Город позади. Офицер контрольно-пропускного пункта при свете карманного фонаря проверяет наши документы. Автомобиль круто разворачивается влево и, миновав развалины авиагородка, мчится по широкому шоссе Ростов — Таганрог.
Мы подъезжаем к Самбеку. На протяжении многих месяцев название этого дотоле неизвестного села мелькало на страницах мировой печати. Это был крайний правый фланг немецких войск на советско-германском фронте. Тут, на Самбекских высотах, немцы держали оборону подступов к Таганрогу, тут начиналась разрекламированная фашистской пропагандой линия Миус-фронта. Тут, у Самбека, долго шли упорные, жестокие бои. Тут бойцы прославленного впоследствии генерала Бориса Аршинцева месяцами рыли ходы сообщения и подбирались к укреплениям врага.
Если бы вдохновенный художник вздумал писать большое полотно о войне, ему обязательно нужно было бы посетить Самбек. Тут нет ни одной пяди, ни одного клочка уцелевшей земли — все изрыто снарядами, бомбами, минами, покрыто сизым пеплом, изуродовано обломками орудий, машин, телег.
По узкому шаткому мостику переезжаем мы речку Самбек. И сейчас еще берега этой неглубокой, поросшей камышом речушки, огорожены колючей проволокой — на дне Самбека множество невыловленных мин. На западном берегу реки, на высотах, стоит нечто, когда-то называвшееся селом Самбек.
Это страшное зрелище, какая-то мертвая пустыня. Ни одного целого деревца — все срезано, посечено, искрошено минами и пулями. Ни одной, буквально ни одной хаты — все повалено, сожжено, искромсано. Почти под каждым фундаментом хаты — немецкие доты и дзоты.
И надо сказать, гитлеровские генералы действительно выбрали здесь чрезвычайно удобную позицию: оплетенная проволочными заграждениями речка, минированные поля перед ней, многоярусная система огневых точек на высотах, с которых отлично просматриваются все окрестности. По убеждению немецких генералов, это была неприступная крепость, о которую должны были разбиться любые атаки советских солдат.
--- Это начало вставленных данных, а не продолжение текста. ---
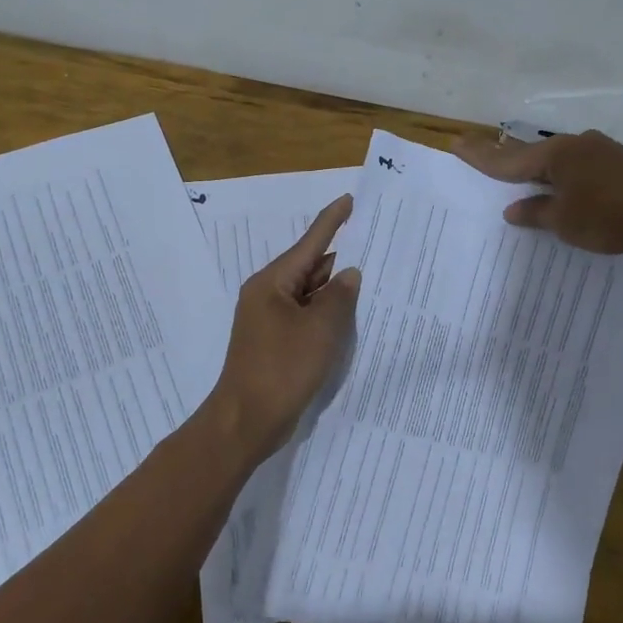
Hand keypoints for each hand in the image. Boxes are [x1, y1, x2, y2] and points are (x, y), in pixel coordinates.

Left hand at [210, 194, 360, 455]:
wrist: (246, 422)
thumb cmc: (282, 369)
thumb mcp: (319, 329)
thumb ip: (339, 296)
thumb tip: (349, 273)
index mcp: (272, 282)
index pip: (310, 242)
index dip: (332, 221)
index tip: (351, 200)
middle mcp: (269, 294)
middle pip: (310, 266)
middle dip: (341, 258)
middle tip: (376, 246)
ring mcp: (271, 319)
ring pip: (310, 293)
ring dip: (336, 289)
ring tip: (373, 277)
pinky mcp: (276, 341)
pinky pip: (307, 316)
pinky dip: (327, 313)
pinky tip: (352, 315)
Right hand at [451, 129, 622, 253]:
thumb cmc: (611, 216)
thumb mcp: (566, 222)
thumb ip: (537, 213)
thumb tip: (513, 209)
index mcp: (556, 156)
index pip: (508, 160)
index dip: (481, 156)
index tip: (456, 143)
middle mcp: (575, 145)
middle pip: (532, 153)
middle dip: (507, 157)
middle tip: (482, 154)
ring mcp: (600, 150)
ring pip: (558, 158)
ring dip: (538, 167)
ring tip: (521, 174)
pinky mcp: (620, 162)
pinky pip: (579, 165)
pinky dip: (563, 175)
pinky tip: (565, 185)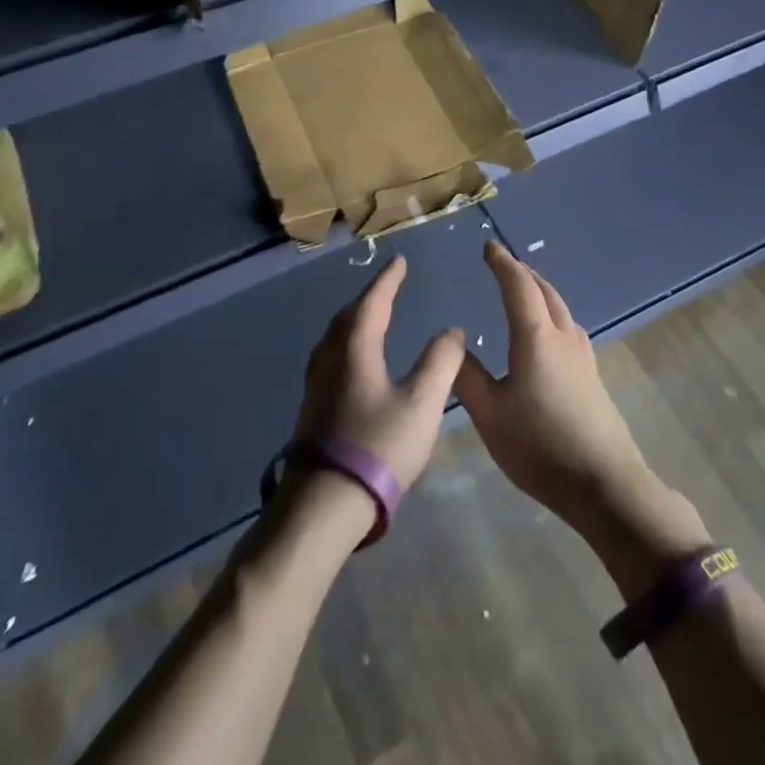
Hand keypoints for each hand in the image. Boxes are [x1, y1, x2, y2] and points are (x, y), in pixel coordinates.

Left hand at [293, 254, 465, 493]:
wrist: (325, 503)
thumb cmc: (378, 446)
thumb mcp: (422, 404)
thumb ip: (441, 362)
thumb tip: (452, 330)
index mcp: (355, 348)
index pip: (374, 301)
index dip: (388, 280)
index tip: (399, 261)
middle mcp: (330, 356)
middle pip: (349, 315)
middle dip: (370, 296)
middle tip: (388, 285)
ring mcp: (317, 382)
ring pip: (335, 335)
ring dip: (355, 318)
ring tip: (372, 316)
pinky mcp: (313, 405)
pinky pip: (331, 355)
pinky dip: (347, 342)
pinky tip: (355, 360)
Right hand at [455, 241, 707, 589]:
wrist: (604, 484)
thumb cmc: (540, 446)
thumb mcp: (490, 415)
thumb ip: (467, 377)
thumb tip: (453, 344)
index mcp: (535, 337)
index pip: (518, 286)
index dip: (502, 263)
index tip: (488, 247)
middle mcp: (563, 338)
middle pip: (545, 291)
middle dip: (523, 273)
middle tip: (504, 264)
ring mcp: (583, 357)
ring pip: (561, 309)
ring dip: (541, 292)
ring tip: (525, 291)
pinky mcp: (593, 377)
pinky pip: (570, 329)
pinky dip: (553, 314)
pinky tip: (550, 334)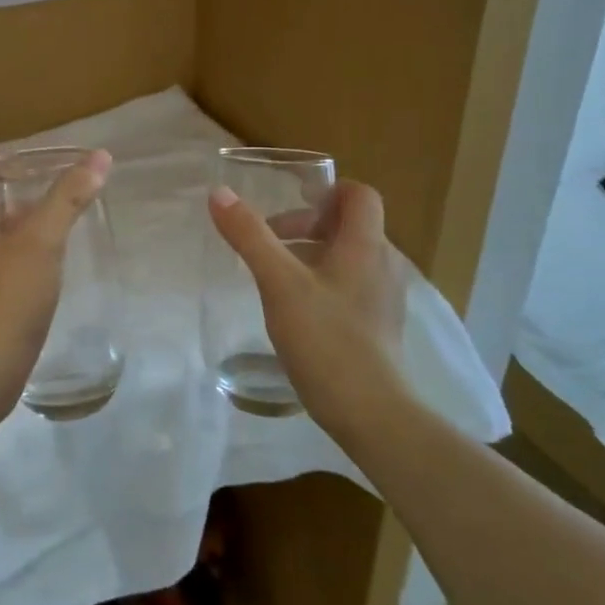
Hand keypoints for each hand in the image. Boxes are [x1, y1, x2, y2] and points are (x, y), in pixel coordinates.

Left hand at [0, 149, 112, 421]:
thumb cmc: (5, 300)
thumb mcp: (42, 243)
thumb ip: (67, 198)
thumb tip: (98, 157)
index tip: (33, 162)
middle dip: (11, 192)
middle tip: (51, 192)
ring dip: (12, 226)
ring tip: (51, 228)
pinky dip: (10, 256)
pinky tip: (39, 271)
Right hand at [207, 179, 408, 433]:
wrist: (370, 412)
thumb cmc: (326, 339)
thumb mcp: (278, 283)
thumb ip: (250, 237)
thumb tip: (219, 193)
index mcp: (366, 246)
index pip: (358, 195)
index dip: (325, 192)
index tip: (289, 206)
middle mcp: (384, 264)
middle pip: (350, 225)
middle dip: (308, 225)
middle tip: (270, 244)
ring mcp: (385, 298)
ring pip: (350, 257)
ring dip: (314, 254)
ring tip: (277, 277)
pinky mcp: (380, 326)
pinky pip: (353, 286)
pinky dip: (324, 282)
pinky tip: (298, 311)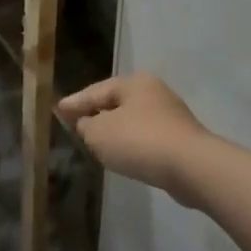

События довольно долго подтверждали это их убеждение. Несмотря на беспрерывные атаки, Самбек держался. Его брали штурмом в лоб, пытались взять охватом, думали прорвать немецкую оборону на отдельных участках — и все безрезультатно. И однако Самбек пал. Прорвав середину Миус-фронта довольно далеко от Самбека, наши танки и конница вышли в тыл самбекской группировки немцев. Пехота ринулась на штурм, и 30 августа «самбекская твердыня» была взята. Вслед за Самбеком наши войска освободили Таганрог.
И вот, объехав зарастающие бурьяном самбекские укрепления, миновав капризную изломанную линию окопов и гигантских ходов сообщения (по этим ходам сообщения немцы на грузовиках подвозили боеприпасы), мы медленно поднимаемся в гору и, добравшись до широкого грейдера, мчимся к Таганрогу. По обе стороны дороги валяется много немецких грузовиков, тягачей, пушек, телег. Все это брошено фашистами во время бегства из Самбека.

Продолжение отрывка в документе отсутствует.